Hava sıcaklığı düştü resmen.

"Evet."

"Beni öldürmek önceliğiniz değil," dedi Kyungsoo yumu­şakça ama artık vampirle konuşmuyordu. "Beni nereye götürüyorsun?"

"Jongin'e."

Kyungsoo sokakların akıp geçişini izlerken Seul dı­şına çıktıklarının farkına vardı.

"Ne kadar zamandır Jongin­ ile birliktesin?"

"Ölü bir avcıya göre çok soru soruyorsun."

"Ne diyebilirim ki? Bilgili biri olarak can vermeyi yeğ­lerim."

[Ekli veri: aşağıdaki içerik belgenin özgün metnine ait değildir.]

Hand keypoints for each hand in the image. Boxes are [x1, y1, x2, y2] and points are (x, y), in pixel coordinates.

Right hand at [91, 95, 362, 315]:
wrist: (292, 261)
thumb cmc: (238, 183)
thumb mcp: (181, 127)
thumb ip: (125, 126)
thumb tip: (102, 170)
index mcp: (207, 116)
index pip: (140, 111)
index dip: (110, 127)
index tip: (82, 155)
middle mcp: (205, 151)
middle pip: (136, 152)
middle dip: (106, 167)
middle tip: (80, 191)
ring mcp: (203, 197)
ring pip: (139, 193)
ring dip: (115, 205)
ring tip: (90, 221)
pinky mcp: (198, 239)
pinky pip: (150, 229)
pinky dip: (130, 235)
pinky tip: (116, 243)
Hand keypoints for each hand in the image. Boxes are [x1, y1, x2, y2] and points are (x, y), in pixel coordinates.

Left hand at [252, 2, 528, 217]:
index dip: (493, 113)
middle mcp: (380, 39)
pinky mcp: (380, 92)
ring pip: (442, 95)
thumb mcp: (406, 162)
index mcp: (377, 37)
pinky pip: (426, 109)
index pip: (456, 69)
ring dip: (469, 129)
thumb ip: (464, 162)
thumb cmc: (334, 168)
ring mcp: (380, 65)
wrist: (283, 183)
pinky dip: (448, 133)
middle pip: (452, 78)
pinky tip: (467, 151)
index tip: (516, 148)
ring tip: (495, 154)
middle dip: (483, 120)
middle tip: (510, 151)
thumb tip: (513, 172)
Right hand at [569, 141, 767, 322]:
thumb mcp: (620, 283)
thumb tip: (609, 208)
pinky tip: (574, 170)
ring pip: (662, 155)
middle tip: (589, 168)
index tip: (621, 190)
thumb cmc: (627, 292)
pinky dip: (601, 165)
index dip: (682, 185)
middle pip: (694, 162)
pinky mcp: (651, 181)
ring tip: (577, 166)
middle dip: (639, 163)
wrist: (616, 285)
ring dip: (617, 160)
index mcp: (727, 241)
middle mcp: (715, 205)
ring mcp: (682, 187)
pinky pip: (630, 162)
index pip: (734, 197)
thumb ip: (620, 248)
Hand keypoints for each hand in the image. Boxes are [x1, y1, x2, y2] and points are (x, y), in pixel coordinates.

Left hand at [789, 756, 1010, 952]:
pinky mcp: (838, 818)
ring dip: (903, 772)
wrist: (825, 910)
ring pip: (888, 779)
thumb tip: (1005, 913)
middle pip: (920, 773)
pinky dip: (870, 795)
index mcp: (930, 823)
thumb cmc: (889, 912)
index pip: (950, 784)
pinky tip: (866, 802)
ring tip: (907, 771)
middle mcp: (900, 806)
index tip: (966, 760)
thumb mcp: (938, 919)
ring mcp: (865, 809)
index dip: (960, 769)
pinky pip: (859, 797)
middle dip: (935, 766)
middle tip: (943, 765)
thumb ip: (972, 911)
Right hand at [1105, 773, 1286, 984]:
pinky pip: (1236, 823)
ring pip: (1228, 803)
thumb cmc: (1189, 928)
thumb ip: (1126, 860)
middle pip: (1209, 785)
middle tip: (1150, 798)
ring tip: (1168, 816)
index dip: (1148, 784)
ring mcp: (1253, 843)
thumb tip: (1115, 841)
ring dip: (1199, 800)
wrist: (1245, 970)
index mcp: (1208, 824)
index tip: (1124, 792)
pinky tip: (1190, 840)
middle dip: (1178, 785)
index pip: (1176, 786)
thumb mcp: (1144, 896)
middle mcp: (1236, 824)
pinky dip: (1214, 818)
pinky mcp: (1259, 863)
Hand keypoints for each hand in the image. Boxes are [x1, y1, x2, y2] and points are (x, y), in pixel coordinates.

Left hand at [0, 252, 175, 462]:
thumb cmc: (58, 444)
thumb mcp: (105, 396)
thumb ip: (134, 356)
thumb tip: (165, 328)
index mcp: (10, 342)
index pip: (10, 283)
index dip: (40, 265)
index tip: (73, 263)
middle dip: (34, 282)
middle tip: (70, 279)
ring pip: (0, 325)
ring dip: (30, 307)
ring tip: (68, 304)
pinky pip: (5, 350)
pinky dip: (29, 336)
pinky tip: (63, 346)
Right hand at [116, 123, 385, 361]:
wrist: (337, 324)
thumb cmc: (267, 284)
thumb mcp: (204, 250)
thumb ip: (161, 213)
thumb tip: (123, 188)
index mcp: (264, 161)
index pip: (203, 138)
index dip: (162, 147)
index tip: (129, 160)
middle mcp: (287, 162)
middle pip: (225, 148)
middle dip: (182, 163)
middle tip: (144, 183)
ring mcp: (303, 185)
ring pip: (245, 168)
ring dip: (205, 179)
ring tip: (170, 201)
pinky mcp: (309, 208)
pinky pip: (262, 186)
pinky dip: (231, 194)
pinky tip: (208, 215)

Ağaçlar gökyüzüne doğru uzuyor, bu bölgede sıra sıra dizilmiş pahalı evlerin önünü kapatıyordu, ki çoğu da uçurumun kenarında gibi manza­raya ve komiklik derecesinde büyük araziye sahipti. Kyungsoo bazı sokaklarda, garaj yollarının sokaktan daha uzun oldu­ğunu duymuştu ve arabanın camından tek ev bile görememesi bu teoriyi destekliyordu.

Sürücü iki oymalı demir giriş kapısına doğru sapıp bir­ kaç tuşa bastı. Demir kapılar ses çıkarmadan açılıp bariz eskiliklerini yalanladı. Ağaçlardan bir koridora girince Kyungsoo­ nefesini tuttu. Bu arazi haritada orman olarak gösteriliyordu ancak Seul'de olmayanlar
bile buraya Melekler Bölgesi diyordu. Kyungsoo her bir gör­kemli malikâneyi koruyan demir kapılardan geçen birisini tanımıyordu. Melekler, evleri söz konusu olunca mahremiyetlerine çok düşkündü.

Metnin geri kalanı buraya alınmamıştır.